Nice weather for ducks



Hellebore

It has been raining yet again. So much for getting anything done outside today. Walking the dog will be enough. The camera is getting used to it by now. Though not designed as waterproof, it has been out in all weathers, tucked under coats and shawls. It is seldom that I move without it. A road trip, where I know that all I will get to do is drive, still sees it tucked up on the back seat of the car, looking at me as hopefully as Ani when it is time for her walk. You just never know what you will find, or where you may be able to pull over.

magpie strutting

One recent, rainy day saw me drenched and with squelching feet, wandering around a west London park. My son was there on business, and I was there on taxi duty. While he was dealing with the sharp end, I wandered off for a while and was glad I did, in spite of the fact that the little lace slippers were rather less than appropriate. That too, seems to be something of a feature.

mallard

“Nice weather… for ducks!” grunted an elderly gentleman sheltering under a big old tree. The ducks may well have been appreciative. Other birds were less so, though the rain did not appear to have dampened the amorous ardour of at least one determined suitor. It is, after all, spring, and, in spite of the drenching they were getting, or perhaps because of it, the trees and flowers were making the most of the season.

pigeons

I think it is the contrast between freshly washed petals and rain-darkened bark and earth that does it. While sunshine shows the playful gaiety of spring, rain seems to highlight the details on every leaf and petal, throwing textures into relief and marking a sharp contrast in the colours. The sparkling drops add an extra dimension that links earth and sky in a very intimate manner.

blossom

Thinking about it, I realised that our instinct is still to think of the sky as being ‘up’… like the blue strip a child paints across the top of a picture. Yet the sky and the earth embrace, their meeting as close as it can be as every contour of the earth and sea, every grain of sand, every leaf and blade is touched by the sky, without any possible separation. As are we.

wet thrush

Yet we imagine a separateness; simply accepting that the sky is above us. The poets tell us so with their starry heavens… yet those heavens are here on earth too, all around us. How could I have missed that, all these years? What logic knows lacks a soul until understanding illuminates it. We are not children of earth, but creatures of earth and sky.

flowers bike 032

I remembered my younger son, drinking the water dripping from a rock face half way up Ben Nevis one day. He had asked where the water came from, so high up… “So, I am drinking clouds, then?” he had said. The child’s logic too was poetry to me and I realised that by extension of the same thought, I was myself poised between heaven and earth, breathing in the sky. I wondered about that; an analogy could be made there… how many other things do we live and breathe and know without Knowing?

magpie

Thinking about that as the rain fell changed the feeling of the day from simply soggy to glorious. The all-pervading damp was no longer a chill imposition but the kiss of the sky upon my brow.
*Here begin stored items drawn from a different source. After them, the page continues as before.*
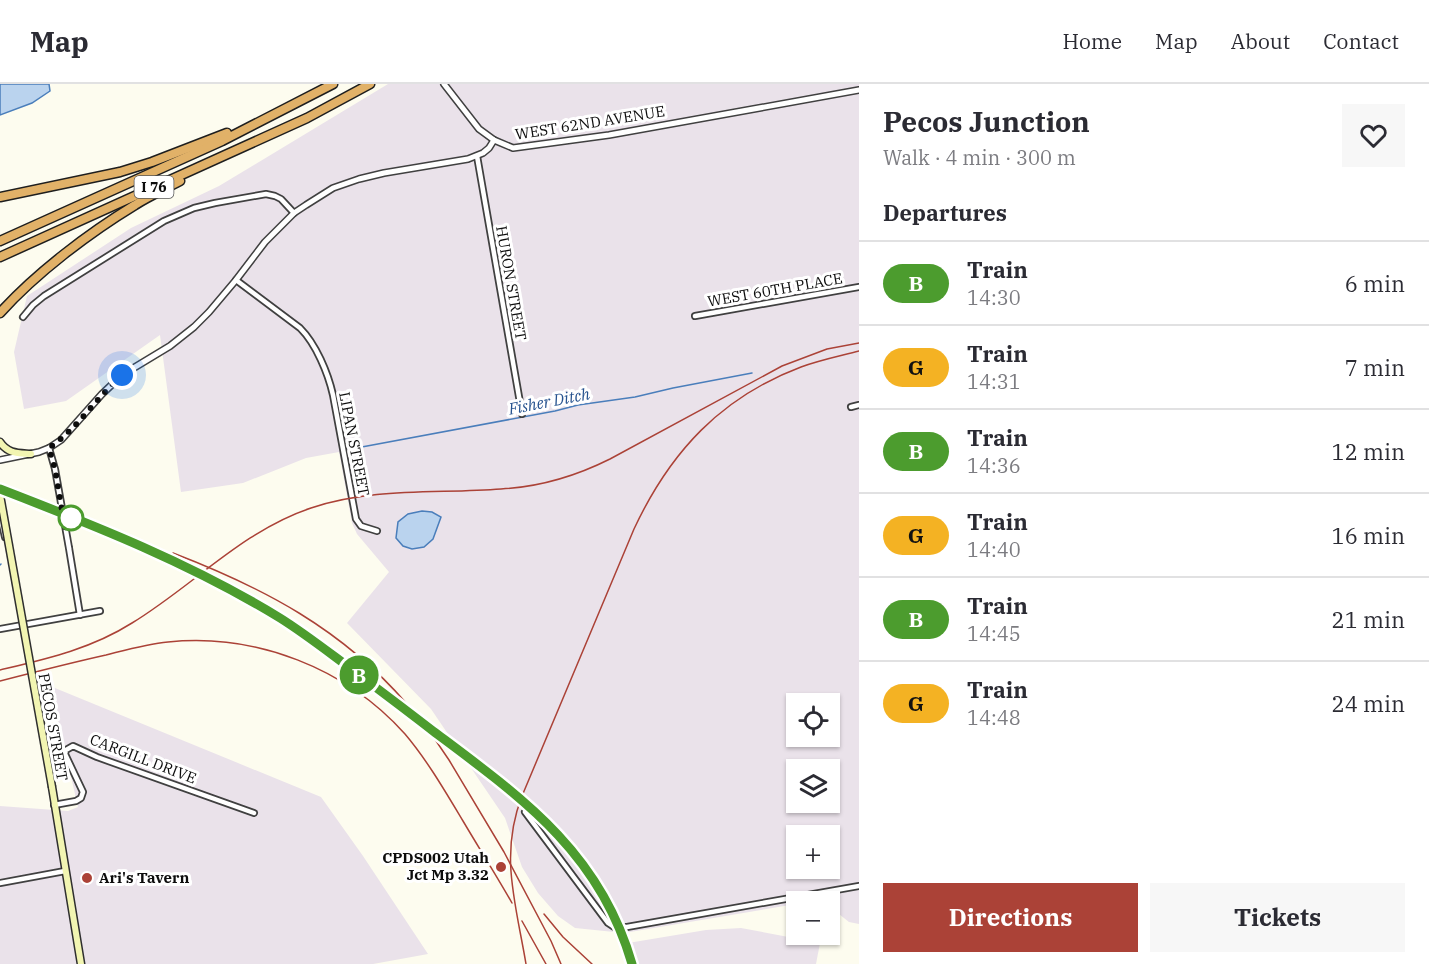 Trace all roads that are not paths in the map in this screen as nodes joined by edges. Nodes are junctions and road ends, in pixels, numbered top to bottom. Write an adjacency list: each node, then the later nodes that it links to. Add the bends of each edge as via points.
1 (333, 84): 5 (highway, I 76)
2 (370, 84): 6 (highway, I 76)
3 (444, 84): 7 (street, via 474,123)
4 (859, 90): 7 (street, WEST 62ND AVENUE, via 521,148)
5 (278, 112): 9 (highway, via 120,172); 11 (highway, I 76)
6 (307, 118): 12 (highway, I 76); 15 (highway, via 125,211 41,273)
7 (494, 140): 8 (street, WEST 62ND AVENUE)
8 (477, 156): 10 (street, WEST 62ND AVENUE, via 359,179 333,188); 20 (street, HURON STREET)
9 (0, 196)
10 (294, 213): 13 (street, WEST 62ND AVENUE); 17 (street, via 280,199 266,195 185,212 44,296)
11 (0, 241)
12 (0, 257)
13 (236, 280): 22 (street, WEST 62ND AVENUE, via 194,327 122,375); 27 (street, LIPAN STREET, via 309,338 333,395 356,519 361,526)
14 (859, 287): 16 (street, WEST 60TH PLACE)
15 (0, 311)
16 (695, 316)
17 (23, 317)
18 (859, 405): 19 (street)
19 (851, 407)
20 (522, 414)
21 (0, 442): 23 (main road, via 10,452)
22 (49, 448): 23 (street); 29 (street, bridge)
23 (31, 454): 24 (street)
24 (0, 460)
25 (0, 495): 32 (main road, PECOS STREET, bridge)
26 (0, 515): 30 (street)
27 (377, 531)
28 (100, 611): 29 (street)
29 (80, 615): 30 (street)
30 (22, 625): 31 (street)
31 (0, 629)
32 (54, 805): 34 (street, CARGILL DRIVE, via 81,798 83,792 65,754 74,746); 35 (main road, PECOS STREET)
33 (525, 812): 37 (street, via 614,927)
34 (254, 813)
35 (65, 872): 36 (street); 38 (main road, PECOS STREET)
36 (0, 883)
37 (859, 886)
38 (81, 964) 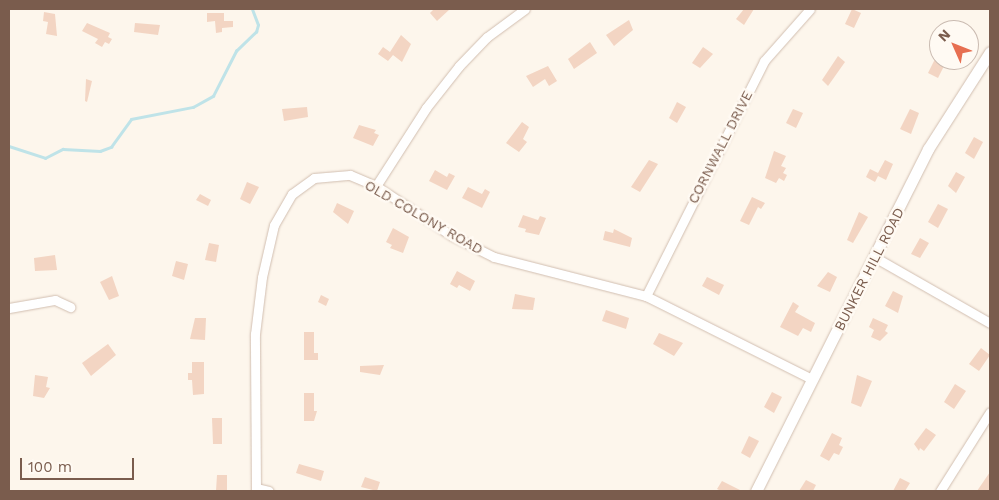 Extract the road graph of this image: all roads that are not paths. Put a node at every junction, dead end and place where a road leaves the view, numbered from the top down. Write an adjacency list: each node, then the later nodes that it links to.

The little plumes of steam that rose from both me and the sheltering creatures more than just a drying out… it was a reaching up, an answering embrace, like a child stretching their arms to a father.

water bird with big feet

A little clumsily, still learning to find our feet in the world, unsure of quite who or what we are, we walk through life in unconscious wonder. We may focus our gaze upon the earth and its rewards, or we may look up to a distant sky and reach for diamond stars. Yet perhaps we do not need to strive so hard to reach the apparently unattainable; perhaps the beauty we seek was right here with us all along.

magnolia

3 thought on “Nice weather for ducks”

  1. We had weather for ducks here yesterday, which I got caught out in – dripping wet and swishy shoes. I loved the camellia tree – we have ones here that bloom in December, the same gorgeous pink blossoms. The bird pictures are wonderful!